Listed entries START
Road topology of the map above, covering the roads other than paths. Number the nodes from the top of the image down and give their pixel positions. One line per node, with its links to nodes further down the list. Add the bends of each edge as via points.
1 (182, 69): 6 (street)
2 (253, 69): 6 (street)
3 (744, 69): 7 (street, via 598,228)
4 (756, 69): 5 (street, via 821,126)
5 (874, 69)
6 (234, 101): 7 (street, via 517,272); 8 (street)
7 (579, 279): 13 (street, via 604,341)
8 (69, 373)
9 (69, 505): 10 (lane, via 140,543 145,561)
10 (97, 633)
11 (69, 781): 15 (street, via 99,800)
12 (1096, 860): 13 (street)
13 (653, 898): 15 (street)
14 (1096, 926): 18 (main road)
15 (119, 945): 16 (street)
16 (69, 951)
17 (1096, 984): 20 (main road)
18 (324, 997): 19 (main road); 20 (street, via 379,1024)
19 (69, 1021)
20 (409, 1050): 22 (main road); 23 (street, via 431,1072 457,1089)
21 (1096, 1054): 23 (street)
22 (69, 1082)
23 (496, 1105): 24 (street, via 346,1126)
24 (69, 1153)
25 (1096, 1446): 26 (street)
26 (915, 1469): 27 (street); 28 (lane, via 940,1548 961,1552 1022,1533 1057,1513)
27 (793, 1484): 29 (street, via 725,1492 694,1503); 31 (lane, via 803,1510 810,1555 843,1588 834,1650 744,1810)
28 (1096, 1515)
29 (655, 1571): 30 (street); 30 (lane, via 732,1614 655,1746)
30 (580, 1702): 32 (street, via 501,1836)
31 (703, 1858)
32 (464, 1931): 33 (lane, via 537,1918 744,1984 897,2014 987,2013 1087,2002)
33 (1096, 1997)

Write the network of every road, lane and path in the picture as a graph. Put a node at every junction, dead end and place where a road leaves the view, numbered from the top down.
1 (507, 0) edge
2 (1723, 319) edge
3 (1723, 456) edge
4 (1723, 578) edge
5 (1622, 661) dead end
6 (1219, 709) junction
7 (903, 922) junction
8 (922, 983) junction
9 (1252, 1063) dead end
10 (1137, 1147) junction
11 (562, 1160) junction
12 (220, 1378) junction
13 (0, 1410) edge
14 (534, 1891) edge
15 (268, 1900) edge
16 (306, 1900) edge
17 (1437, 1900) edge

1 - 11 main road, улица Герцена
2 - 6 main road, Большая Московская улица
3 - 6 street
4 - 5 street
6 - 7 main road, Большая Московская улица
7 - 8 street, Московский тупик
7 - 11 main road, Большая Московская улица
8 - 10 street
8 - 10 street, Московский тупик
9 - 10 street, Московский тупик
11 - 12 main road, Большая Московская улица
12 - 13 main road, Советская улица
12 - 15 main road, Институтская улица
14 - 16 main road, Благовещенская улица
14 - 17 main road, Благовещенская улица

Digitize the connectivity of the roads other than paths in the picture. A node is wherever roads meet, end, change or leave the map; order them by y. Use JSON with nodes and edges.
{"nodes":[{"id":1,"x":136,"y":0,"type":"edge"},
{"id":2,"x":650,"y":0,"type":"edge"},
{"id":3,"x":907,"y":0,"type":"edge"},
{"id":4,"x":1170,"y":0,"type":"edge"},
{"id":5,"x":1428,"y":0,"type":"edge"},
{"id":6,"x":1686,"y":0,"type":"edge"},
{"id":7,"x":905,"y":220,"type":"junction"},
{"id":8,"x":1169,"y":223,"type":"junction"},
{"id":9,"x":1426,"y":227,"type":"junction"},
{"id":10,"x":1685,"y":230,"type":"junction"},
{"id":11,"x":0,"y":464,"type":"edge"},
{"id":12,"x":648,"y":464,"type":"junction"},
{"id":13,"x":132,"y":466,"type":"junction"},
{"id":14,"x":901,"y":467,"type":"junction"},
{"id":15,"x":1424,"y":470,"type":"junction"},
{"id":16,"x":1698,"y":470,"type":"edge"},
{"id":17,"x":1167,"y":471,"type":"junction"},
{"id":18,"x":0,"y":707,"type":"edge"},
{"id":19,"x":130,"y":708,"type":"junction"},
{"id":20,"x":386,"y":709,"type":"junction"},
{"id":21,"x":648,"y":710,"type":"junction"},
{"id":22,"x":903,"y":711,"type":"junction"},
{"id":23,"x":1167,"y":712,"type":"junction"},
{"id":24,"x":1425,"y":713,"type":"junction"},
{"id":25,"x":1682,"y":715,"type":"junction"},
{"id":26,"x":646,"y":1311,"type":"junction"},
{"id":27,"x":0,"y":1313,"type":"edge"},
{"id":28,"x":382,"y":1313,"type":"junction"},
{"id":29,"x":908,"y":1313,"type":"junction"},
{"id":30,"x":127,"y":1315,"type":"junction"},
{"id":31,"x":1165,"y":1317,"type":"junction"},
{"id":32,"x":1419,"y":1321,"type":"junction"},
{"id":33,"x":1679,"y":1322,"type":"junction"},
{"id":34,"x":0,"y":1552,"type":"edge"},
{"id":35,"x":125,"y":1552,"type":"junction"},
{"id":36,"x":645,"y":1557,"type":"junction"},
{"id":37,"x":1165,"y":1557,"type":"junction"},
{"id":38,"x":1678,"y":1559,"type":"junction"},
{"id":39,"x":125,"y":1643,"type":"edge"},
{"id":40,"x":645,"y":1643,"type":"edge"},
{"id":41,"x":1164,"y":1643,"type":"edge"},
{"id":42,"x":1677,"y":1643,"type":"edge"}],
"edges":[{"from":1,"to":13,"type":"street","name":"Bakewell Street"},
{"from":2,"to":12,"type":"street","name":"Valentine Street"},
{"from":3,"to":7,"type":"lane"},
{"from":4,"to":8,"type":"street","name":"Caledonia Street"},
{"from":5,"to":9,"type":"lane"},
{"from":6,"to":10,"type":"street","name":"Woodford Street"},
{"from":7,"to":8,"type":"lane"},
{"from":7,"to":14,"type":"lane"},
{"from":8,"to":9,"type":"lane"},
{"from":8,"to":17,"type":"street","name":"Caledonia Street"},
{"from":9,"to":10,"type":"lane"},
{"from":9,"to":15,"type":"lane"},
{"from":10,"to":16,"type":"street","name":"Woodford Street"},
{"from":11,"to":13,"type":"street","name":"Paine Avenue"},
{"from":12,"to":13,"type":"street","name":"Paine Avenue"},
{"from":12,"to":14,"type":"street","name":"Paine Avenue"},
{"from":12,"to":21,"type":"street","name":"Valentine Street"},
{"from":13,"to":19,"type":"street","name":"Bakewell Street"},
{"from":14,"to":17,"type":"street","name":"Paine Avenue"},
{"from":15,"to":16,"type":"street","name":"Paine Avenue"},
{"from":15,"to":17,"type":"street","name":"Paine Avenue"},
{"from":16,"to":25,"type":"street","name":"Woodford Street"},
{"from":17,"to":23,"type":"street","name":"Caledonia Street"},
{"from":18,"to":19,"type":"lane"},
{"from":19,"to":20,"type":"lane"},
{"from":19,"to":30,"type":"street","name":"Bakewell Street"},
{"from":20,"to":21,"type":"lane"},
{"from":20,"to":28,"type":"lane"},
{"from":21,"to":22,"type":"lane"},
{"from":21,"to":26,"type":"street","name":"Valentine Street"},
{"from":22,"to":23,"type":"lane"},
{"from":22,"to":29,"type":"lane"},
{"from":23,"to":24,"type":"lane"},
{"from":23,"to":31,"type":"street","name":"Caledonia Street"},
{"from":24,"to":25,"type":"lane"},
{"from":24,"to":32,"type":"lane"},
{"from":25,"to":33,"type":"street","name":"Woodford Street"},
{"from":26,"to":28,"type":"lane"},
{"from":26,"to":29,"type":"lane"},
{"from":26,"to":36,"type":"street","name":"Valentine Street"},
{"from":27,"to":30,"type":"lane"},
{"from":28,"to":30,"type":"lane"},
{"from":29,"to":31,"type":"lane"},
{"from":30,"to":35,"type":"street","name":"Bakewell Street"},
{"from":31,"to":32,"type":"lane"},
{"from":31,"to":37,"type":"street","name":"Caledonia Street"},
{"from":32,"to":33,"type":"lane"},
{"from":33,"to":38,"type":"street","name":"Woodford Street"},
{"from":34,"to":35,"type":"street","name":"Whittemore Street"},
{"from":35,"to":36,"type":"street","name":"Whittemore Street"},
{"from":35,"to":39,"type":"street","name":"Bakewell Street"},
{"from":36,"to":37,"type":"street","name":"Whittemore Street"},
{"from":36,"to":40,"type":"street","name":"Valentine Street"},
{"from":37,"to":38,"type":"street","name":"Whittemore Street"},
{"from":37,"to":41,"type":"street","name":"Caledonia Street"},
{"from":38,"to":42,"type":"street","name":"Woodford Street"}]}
Listed entries END
Write down only the number of lines above where the word "Whittemore" occurs.

4